Unnamed: 0,Probe set,Gene symbol,Locus,Description,Fold difference,q-value
0,209735_at,ABCG2,4q22,"ATP-binding cassette, sub-family G (WHITE), me...",−1.29,0.031
1,208868_s_at,GABARAPL1,12p13.2,GABA(A) receptor-associated protein like 1,−1.17,0.043


In [6]:
for tissue in ['caudate', 'dlpfc', 'hippo']:
    fdr = 0.05 if tissue != 'dlpfc' else 0.01
    tot = len(set(qin.loc[:, 'Gene symbol ']))
    overlap = len(set(get_deg_sig(config[tissue], fdr).Symbol) & 
                  set(qin.loc[:, 'Gene symbol '].str.replace(' ','')))
    xx = overlap / tot
    print("There is %d (%.1f%%) overlap between %s and PFC!" % 
          (overlap, xx* 100, tissue_annotation(tissue)))

There is 2 (4.3%) overlap between Caudate and PFC!
There is 0 (0.0%) overlap between DLPFC and PFC!
There is 1 (2.2%) overlap between Hippocampus and PFC!


In [7]:
shared = set(get_deg_sig(config['caudate'], 0.05).Symbol) & set(qin.loc[:, 'Gene symbol '].str.replace(' ',''))
shared

{'BBX', 'USE1'}

In [8]:
shared = set(get_deg_sig(config['hippo'], 0.05).Symbol) & set(qin.loc[:, 'Gene symbol '].str.replace(' ',''))
shared

{'USE1'}

In [9]:
qin[qin['Gene symbol '].isin(['USE1 ', 'BBX '])]

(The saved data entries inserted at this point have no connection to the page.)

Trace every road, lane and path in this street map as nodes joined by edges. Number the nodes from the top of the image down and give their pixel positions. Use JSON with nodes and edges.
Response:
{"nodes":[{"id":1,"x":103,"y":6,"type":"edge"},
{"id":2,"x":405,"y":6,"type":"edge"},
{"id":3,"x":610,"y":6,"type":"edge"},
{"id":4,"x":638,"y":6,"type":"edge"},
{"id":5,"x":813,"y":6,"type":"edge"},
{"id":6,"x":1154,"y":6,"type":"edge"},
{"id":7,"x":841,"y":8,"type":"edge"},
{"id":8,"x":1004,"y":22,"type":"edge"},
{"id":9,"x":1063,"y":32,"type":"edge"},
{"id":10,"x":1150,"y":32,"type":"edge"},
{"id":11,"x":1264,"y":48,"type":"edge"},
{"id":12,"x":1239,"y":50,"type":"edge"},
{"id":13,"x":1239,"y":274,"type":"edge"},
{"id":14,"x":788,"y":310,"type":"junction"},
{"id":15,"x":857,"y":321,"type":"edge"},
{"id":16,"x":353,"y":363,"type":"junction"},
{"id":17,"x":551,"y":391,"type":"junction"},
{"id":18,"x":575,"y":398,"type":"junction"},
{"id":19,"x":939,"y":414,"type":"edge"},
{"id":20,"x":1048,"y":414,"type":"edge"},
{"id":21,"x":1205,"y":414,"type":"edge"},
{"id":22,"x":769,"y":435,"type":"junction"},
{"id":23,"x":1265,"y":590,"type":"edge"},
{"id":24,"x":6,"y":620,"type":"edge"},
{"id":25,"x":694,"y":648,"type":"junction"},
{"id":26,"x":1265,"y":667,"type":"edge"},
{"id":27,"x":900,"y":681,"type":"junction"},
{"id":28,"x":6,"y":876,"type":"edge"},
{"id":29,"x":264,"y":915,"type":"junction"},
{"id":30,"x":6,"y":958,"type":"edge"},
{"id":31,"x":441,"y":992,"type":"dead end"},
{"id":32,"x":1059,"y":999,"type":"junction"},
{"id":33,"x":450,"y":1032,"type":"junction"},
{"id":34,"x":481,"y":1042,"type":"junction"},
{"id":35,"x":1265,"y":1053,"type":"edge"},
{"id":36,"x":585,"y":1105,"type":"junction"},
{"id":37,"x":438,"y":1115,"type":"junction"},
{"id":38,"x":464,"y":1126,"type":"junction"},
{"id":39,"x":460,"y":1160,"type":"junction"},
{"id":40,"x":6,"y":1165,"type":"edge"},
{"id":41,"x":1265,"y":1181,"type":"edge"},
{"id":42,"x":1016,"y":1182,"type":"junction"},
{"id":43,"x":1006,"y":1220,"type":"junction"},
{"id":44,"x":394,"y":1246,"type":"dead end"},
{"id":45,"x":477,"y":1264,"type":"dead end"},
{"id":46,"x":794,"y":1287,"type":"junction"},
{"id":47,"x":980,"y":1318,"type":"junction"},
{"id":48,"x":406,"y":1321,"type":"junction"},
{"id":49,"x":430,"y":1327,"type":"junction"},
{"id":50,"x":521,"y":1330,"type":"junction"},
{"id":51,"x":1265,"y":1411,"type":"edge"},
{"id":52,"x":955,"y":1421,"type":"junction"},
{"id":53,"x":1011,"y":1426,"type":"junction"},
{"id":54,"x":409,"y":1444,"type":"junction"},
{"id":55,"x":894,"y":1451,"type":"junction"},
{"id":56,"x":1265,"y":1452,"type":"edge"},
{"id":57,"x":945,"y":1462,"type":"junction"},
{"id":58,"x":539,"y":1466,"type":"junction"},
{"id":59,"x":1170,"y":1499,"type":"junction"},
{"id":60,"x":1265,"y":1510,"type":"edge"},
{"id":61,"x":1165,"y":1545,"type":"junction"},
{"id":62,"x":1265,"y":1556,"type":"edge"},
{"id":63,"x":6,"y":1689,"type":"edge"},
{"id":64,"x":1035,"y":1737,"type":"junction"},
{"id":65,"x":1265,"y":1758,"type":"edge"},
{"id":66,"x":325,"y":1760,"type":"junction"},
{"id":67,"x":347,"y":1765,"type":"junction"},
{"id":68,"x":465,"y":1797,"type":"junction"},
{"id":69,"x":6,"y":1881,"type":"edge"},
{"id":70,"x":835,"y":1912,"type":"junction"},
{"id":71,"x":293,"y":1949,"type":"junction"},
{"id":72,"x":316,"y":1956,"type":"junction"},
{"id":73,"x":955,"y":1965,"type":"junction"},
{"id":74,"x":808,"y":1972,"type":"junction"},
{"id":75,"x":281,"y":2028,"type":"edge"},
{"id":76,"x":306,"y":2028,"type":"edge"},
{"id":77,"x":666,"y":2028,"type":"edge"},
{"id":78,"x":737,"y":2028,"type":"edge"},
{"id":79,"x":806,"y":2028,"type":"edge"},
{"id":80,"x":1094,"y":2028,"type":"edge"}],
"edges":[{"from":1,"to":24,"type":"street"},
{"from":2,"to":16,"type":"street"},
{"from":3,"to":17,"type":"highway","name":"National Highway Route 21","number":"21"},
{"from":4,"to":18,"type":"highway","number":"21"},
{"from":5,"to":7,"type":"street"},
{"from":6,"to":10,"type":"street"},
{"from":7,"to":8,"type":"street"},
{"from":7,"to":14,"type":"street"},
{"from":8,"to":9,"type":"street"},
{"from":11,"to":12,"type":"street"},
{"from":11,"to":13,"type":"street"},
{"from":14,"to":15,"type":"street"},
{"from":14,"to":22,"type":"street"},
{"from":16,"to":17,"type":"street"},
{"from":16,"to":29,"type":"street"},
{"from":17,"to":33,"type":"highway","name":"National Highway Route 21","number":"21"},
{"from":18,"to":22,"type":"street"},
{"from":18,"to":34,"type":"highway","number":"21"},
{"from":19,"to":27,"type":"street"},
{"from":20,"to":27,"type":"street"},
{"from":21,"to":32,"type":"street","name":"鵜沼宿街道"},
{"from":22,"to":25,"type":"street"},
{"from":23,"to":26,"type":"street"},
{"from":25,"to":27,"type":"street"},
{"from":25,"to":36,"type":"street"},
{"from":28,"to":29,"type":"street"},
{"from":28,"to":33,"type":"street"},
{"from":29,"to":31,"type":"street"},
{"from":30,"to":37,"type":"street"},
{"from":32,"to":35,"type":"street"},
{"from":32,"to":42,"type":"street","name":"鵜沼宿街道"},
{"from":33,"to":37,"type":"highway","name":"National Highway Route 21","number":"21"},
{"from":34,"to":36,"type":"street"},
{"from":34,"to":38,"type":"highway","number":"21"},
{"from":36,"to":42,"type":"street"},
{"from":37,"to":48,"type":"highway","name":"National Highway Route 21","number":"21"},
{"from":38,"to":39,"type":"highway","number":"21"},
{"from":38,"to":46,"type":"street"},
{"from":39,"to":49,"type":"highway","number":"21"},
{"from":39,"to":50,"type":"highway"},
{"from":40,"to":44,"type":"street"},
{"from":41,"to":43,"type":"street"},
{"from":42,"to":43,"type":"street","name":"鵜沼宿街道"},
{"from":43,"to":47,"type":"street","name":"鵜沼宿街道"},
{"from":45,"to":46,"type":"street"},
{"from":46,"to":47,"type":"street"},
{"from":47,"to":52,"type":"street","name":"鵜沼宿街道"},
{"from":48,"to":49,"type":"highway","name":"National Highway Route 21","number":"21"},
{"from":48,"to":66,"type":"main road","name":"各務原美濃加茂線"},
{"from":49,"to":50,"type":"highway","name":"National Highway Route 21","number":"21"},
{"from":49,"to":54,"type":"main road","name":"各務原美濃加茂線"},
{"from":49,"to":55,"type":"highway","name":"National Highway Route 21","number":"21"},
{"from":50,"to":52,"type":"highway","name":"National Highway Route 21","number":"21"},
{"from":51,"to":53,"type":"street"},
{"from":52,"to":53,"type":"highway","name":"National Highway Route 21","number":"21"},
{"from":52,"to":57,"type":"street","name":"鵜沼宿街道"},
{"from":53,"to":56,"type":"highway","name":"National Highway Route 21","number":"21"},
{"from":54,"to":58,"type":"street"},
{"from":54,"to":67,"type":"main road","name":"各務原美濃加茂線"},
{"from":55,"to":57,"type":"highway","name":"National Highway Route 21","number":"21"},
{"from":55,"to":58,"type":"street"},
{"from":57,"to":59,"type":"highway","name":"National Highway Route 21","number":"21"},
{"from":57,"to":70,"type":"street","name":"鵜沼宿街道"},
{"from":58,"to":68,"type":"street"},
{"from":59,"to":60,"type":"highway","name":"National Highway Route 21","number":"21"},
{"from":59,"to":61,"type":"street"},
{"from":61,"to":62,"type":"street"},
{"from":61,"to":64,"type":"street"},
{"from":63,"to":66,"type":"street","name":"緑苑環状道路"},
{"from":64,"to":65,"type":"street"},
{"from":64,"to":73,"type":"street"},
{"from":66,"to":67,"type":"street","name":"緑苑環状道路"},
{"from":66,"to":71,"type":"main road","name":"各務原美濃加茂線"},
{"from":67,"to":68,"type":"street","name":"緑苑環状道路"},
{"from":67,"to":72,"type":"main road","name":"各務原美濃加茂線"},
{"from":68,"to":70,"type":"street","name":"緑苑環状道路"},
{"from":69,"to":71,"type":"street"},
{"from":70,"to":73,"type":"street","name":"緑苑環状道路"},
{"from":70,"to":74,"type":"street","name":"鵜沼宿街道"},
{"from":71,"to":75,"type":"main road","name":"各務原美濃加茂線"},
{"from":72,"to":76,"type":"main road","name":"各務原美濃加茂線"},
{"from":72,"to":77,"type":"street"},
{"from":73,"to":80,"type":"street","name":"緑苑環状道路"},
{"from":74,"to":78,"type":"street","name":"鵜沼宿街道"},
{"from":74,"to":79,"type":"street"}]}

Unnamed: 0,Probe set,Gene symbol,Locus,Description,Fold difference,q-value
17,221706_s_at,USE1,19p13.11,unconventional SNARE in the ER 1 homolog (S. c...,−1.07,0.042
31,213016_at,BBX,3q13.1,bobby sox homolog (Drosophila),1.21,0.031


In [10]:
get_deg_sig(config['caudate'], 0.05)[get_deg_sig(config['caudate'], 0.05).Symbol.isin(["USE1", "BBX"])]

Unnamed: 0_level_0,Feature,ensemblID,Symbol,adj.P.Val,logFC,t,Dir
Feature,Unnamed: 1_level_1,Unnamed: 2_level_1,Unnamed: 3_level_1,Unnamed: 4_level_1,Unnamed: 5_level_1,Unnamed: 6_level_1,Unnamed: 7_level_1
ENSG00000053501.12,ENSG00000053501.12,ENSG00000053501,USE1,0.012722,-0.070904,-3.234511,-1.0
ENSG00000114439.18,ENSG00000114439.18,ENSG00000114439,BBX,0.016255,0.052563,3.134511,1.0


In [11]:
get_deg_sig(config['hippo'], 0.05)[get_deg_sig(config['hippo'], 0.05).Symbol == 'USE1']

Unnamed: 0_level_0,Feature,ensemblID,Symbol,adj.P.Val,logFC,t,Dir
Feature,Unnamed: 1_level_1,Unnamed: 2_level_1,Unnamed: 3_level_1,Unnamed: 4_level_1,Unnamed: 5_level_1,Unnamed: 6_level_1,Unnamed: 7_level_1
ENSG00000053501.12,ENSG00000053501.12,ENSG00000053501,USE1,0.031459,-0.120799,-3.953364,-1.0


In [12]:
for tissue in ['caudate', 'dlpfc', 'hippo']:
    fdr = 0.05 if tissue != 'dlpfc' else 0.05
    tot = len(set(qin.loc[:, 'Gene symbol ']))
    overlap = len(set(get_deg_sig(config2[tissue], fdr).Symbol) & 
                  set(qin.loc[:, 'Gene symbol '].str.replace(' ','')))
    xx = overlap / tot
    print("There is %d (%.1f%%) overlap between %s and PFC!" % 
          (overlap, xx* 100, tissue_annotation(tissue)))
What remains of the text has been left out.